Alec never stopped to think about how hard it must have been for Magnus to live like that - not entirely free to enjoy love, to be loved and to love back. At the same time, a situation that forced him to love with all his strength, with all his heart, without boundaries, completely in the moment. It was what shaped their relationship and their dynamic, even without Alec’s awareness. It was what, in a way, gave him Magnus entirely. It was ‘I’m all in’ kind of relationship once Magnus accepted that was the only way he could live - and share his feelings with Alec. Alec felt that. 

We live under the impression that time is always on your side and that we have unlimited days like our clock is not moving and the sand in the hourglass is not falling. 

Magnus knew exactly what would happen to him. Like all of us. 

The difference is that, unlike most of us, he didn’t ignore it. 

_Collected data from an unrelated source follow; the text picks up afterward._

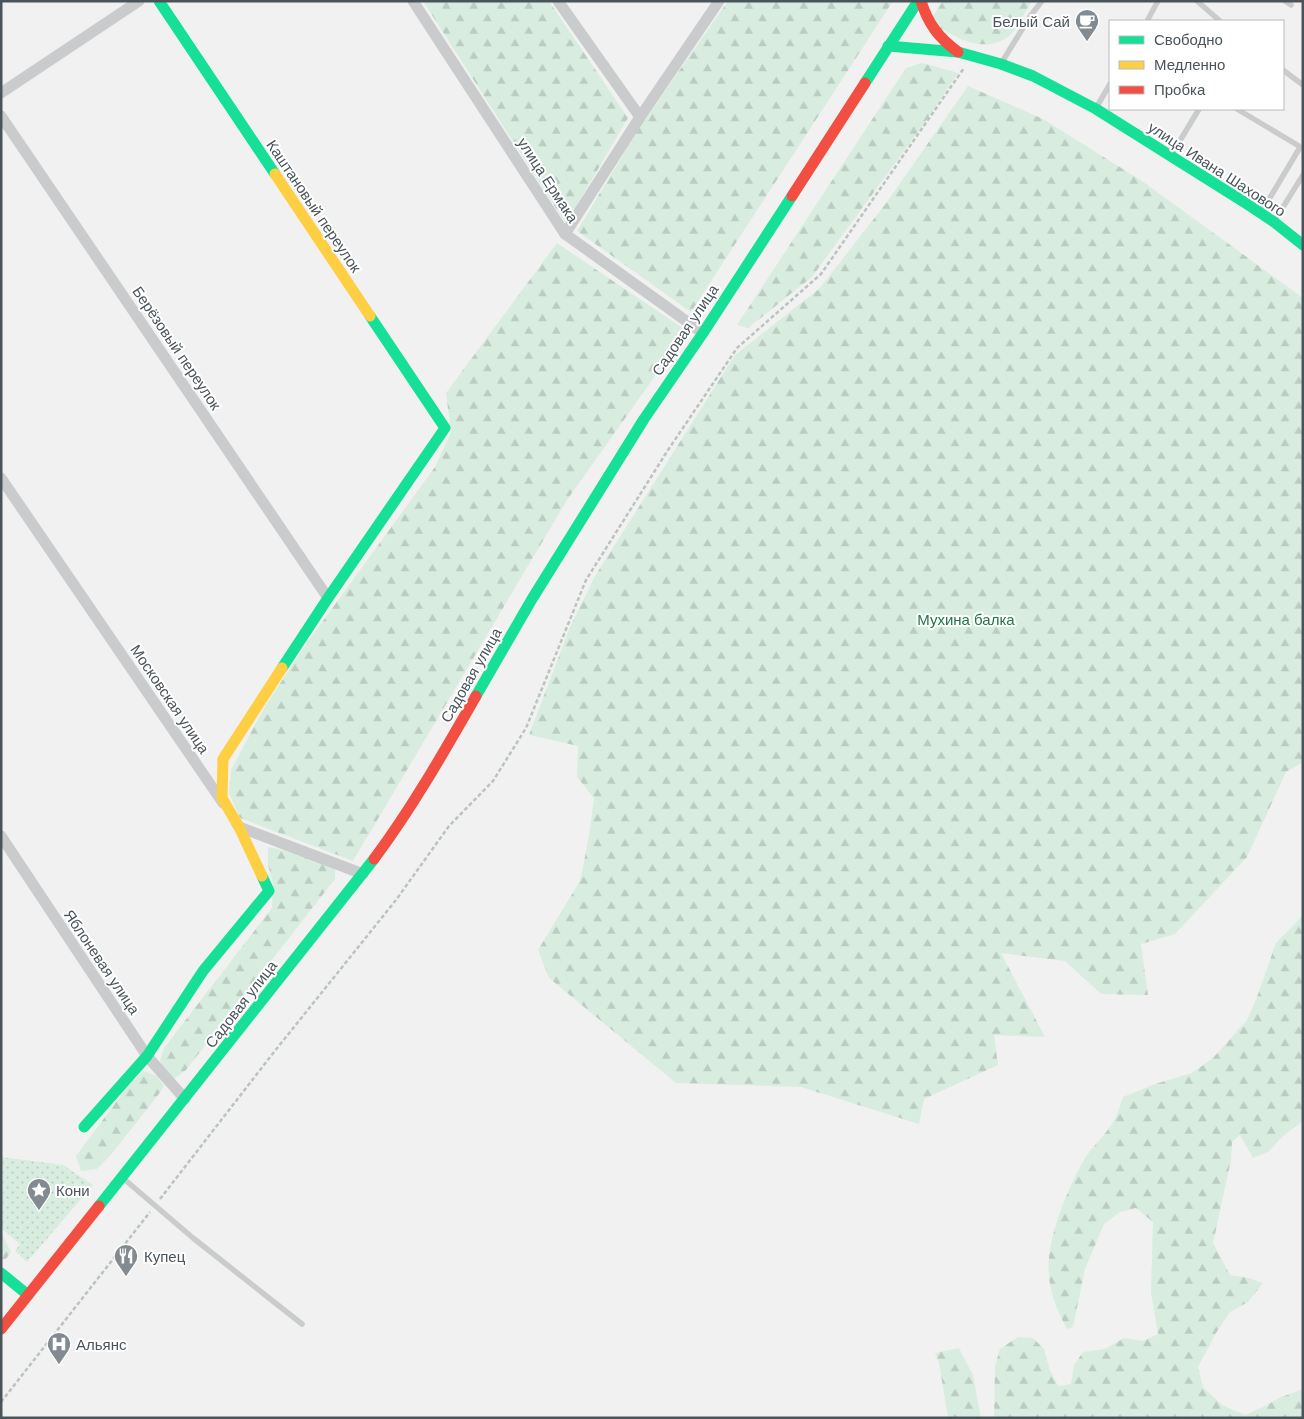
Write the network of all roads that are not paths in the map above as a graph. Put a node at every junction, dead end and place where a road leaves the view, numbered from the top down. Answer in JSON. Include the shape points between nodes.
{"nodes":[{"id":1,"x":139,"y":1,"type":"edge"},
{"id":2,"x":159,"y":1,"type":"edge"},
{"id":3,"x":413,"y":1,"type":"edge"},
{"id":4,"x":558,"y":1,"type":"edge"},
{"id":5,"x":719,"y":1,"type":"edge"},
{"id":6,"x":919,"y":1,"type":"edge"},
{"id":7,"x":1042,"y":1,"type":"edge"},
{"id":8,"x":1158,"y":1,"type":"edge"},
{"id":9,"x":1197,"y":1,"type":"edge"},
{"id":10,"x":1148,"y":20,"type":"edge"},
{"id":11,"x":1219,"y":20,"type":"edge"},
{"id":12,"x":888,"y":46,"type":"junction"},
{"id":13,"x":958,"y":52,"type":"junction"},
{"id":14,"x":1001,"y":64,"type":"junction"},
{"id":15,"x":1284,"y":71,"type":"edge"},
{"id":16,"x":1303,"y":85,"type":"edge"},
{"id":17,"x":1109,"y":86,"type":"edge"},
{"id":18,"x":1,"y":93,"type":"edge"},
{"id":19,"x":1096,"y":109,"type":"junction"},
{"id":20,"x":1198,"y":110,"type":"edge"},
{"id":21,"x":1239,"y":110,"type":"edge"},
{"id":22,"x":1,"y":116,"type":"edge"},
{"id":23,"x":640,"y":117,"type":"junction"},
{"id":24,"x":1171,"y":156,"type":"junction"},
{"id":25,"x":1303,"y":175,"type":"edge"},
{"id":26,"x":1261,"y":213,"type":"junction"},
{"id":27,"x":1274,"y":222,"type":"junction"},
{"id":28,"x":565,"y":234,"type":"junction"},
{"id":29,"x":1303,"y":245,"type":"edge"},
{"id":30,"x":702,"y":333,"type":"junction"},
{"id":31,"x":1,"y":478,"type":"edge"},
{"id":32,"x":328,"y":598,"type":"junction"},
{"id":33,"x":239,"y":827,"type":"junction"},
{"id":34,"x":1,"y":836,"type":"edge"},
{"id":35,"x":363,"y":874,"type":"junction"},
{"id":36,"x":147,"y":1056,"type":"junction"},
{"id":37,"x":185,"y":1099,"type":"junction"},
{"id":38,"x":84,"y":1127,"type":"dead end"},
{"id":39,"x":122,"y":1178,"type":"junction"},
{"id":40,"x":1,"y":1273,"type":"edge"},
{"id":41,"x":28,"y":1295,"type":"junction"},
{"id":42,"x":302,"y":1324,"type":"dead end"},
{"id":43,"x":1,"y":1329,"type":"edge"}],
"edges":[{"from":1,"to":18,"type":"street"},
{"from":2,"to":32,"type":"main road","name":"Каштановый переулок","via":[[445,428]]},
{"from":3,"to":28,"type":"street","name":"улица Ермака"},
{"from":4,"to":23,"type":"street"},
{"from":5,"to":23,"type":"street"},
{"from":6,"to":12,"type":"main road","name":"Садовая улица"},
{"from":6,"to":13,"type":"main road","via":[[932,31]]},
{"from":7,"to":14,"type":"lane"},
{"from":8,"to":10,"type":"lane"},
{"from":9,"to":11,"type":"lane"},
{"from":12,"to":13,"type":"main road","name":"улица Ивана Шахового"},
{"from":12,"to":30,"type":"main road","name":"Садовая улица"},
{"from":13,"to":14,"type":"main road","name":"улица Ивана Шахового"},
{"from":14,"to":19,"type":"main road","name":"улица Ивана Шахового","via":[[1033,76]]},
{"from":15,"to":16,"type":"lane"},
{"from":17,"to":19,"type":"lane"},
{"from":19,"to":24,"type":"main road","name":"улица Ивана Шахового"},
{"from":20,"to":24,"type":"lane"},
{"from":21,"to":26,"type":"lane","via":[[1299,146]]},
{"from":22,"to":32,"type":"street","name":"Берёзовый переулок"},
{"from":23,"to":28,"type":"street"},
{"from":24,"to":26,"type":"main road","name":"улица Ивана Шахового"},
{"from":25,"to":27,"type":"lane"},
{"from":26,"to":27,"type":"main road","name":"улица Ивана Шахового"},
{"from":27,"to":29,"type":"main road","name":"улица Ивана Шахового"},
{"from":28,"to":30,"type":"street","name":"улица Ермака"},
{"from":30,"to":35,"type":"main road","name":"Садовая улица","via":[[582,516],[424,786]]},
{"from":31,"to":33,"type":"street","name":"Московская улица"},
{"from":32,"to":33,"type":"main road","via":[[223,759],[222,798]]},
{"from":33,"to":35,"type":"street"},
{"from":33,"to":36,"type":"main road","via":[[269,891],[203,971]]},
{"from":34,"to":36,"type":"street","name":"Яблоневая улица"},
{"from":35,"to":37,"type":"main road","name":"Садовая улица"},
{"from":36,"to":37,"type":"street","name":"Яблоневая улица"},
{"from":36,"to":38,"type":"main road"},
{"from":37,"to":39,"type":"main road","name":"Садовая улица"},
{"from":39,"to":41,"type":"main road","name":"Садовая улица"},
{"from":39,"to":42,"type":"lane"},
{"from":40,"to":41,"type":"main road"},
{"from":41,"to":43,"type":"main road","name":"Садовая улица"}]}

Alec thought about all that and, for a split of a second, he was almost grateful for all. Well, not the outcome, but he was thankful for the fact that he had Magnus and that they shared so much. They had true love. 

“But now…”, Alec started once again, ‘I don’t know what to do. I’m not prepared to let go, to let you die, to be alone; you can’t be dead, come back to me, Magnus, can’t you do that? Can’t I come here to be with you? I’m willing to do that.”  
“Alexander”, and Alec knew that tone. And what was coming after that. “I’ll be here waiting for you, my love, I’m not going anywhere. But it’s not your time yet. You have things to do and-”  
“I don’t. I wanna be here.”  
“You can’t. You have to go back.”  
“Why? I need you”, and Alec was once again grabbing Magnus desperately, as that would allow him to stay.  
“Alexander, listen to me. Eventually, it will happen. It happens to all of us, don’t worry. But there’s something that is not granted, that’s not a certainty, and I need you to do that for me.”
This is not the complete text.